** Aim of the task **
Copy out all the lines of the data that hold the word "Drive".

** Material shown **
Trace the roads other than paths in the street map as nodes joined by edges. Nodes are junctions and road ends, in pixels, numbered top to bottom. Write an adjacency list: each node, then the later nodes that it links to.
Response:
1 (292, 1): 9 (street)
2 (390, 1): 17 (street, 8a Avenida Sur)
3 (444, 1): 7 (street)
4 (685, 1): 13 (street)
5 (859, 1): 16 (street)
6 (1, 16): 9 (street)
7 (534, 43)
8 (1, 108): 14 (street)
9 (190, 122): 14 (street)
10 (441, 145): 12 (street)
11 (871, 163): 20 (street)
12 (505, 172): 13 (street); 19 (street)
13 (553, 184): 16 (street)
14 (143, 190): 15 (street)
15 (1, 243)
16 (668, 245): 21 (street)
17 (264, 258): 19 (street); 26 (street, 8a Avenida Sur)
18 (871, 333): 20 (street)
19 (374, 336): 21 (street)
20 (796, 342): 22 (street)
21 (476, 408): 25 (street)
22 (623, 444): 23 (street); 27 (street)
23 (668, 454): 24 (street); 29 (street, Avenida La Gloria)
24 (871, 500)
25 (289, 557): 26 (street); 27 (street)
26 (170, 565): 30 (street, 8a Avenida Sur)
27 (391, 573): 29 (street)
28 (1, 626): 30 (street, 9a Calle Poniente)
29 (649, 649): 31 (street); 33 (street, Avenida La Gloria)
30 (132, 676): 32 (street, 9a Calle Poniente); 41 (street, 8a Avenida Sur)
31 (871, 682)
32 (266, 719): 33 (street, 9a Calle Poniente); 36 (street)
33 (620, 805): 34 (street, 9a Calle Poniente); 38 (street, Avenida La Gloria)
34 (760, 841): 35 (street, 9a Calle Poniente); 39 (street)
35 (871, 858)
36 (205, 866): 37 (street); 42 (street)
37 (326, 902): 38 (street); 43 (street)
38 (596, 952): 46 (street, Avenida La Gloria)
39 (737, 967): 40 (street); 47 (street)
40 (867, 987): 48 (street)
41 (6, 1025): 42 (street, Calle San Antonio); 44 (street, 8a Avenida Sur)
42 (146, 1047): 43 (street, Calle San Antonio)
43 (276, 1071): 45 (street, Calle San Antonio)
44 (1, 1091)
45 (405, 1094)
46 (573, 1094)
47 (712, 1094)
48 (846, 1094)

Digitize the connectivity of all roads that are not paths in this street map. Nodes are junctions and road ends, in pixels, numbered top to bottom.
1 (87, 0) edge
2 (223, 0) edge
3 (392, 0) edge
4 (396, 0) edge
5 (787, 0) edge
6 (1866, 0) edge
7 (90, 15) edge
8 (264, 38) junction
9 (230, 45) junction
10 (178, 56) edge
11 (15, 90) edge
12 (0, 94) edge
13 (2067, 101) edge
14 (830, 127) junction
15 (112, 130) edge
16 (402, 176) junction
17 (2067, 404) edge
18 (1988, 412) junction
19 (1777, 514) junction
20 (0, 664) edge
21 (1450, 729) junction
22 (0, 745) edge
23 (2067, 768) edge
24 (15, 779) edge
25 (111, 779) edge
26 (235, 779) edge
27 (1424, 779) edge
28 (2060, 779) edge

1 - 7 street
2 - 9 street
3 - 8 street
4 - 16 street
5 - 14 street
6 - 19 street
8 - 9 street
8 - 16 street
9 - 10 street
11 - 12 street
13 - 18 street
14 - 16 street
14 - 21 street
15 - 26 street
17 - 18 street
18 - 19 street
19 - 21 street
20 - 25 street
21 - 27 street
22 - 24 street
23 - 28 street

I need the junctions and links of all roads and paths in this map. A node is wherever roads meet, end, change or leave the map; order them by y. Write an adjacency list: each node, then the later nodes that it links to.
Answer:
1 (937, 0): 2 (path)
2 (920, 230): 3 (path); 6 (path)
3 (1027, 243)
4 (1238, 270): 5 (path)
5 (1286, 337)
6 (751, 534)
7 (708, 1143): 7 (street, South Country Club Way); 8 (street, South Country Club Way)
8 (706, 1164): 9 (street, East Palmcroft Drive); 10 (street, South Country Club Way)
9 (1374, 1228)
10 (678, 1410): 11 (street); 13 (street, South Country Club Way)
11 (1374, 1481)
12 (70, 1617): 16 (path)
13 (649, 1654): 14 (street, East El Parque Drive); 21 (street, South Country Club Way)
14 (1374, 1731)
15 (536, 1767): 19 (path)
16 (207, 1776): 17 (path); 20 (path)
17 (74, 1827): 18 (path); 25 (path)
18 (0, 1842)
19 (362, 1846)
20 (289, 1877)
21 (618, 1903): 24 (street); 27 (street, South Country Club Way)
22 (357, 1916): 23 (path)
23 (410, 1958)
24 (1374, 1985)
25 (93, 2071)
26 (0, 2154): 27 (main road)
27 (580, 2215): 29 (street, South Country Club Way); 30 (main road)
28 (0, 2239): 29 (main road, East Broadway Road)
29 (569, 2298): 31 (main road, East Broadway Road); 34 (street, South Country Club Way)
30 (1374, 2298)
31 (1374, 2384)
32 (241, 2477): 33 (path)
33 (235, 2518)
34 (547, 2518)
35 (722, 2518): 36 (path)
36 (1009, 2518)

** Reply **
8 (706, 1164): 9 (street, East Palmcroft Drive); 10 (street, South Country Club Way)
13 (649, 1654): 14 (street, East El Parque Drive); 21 (street, South Country Club Way)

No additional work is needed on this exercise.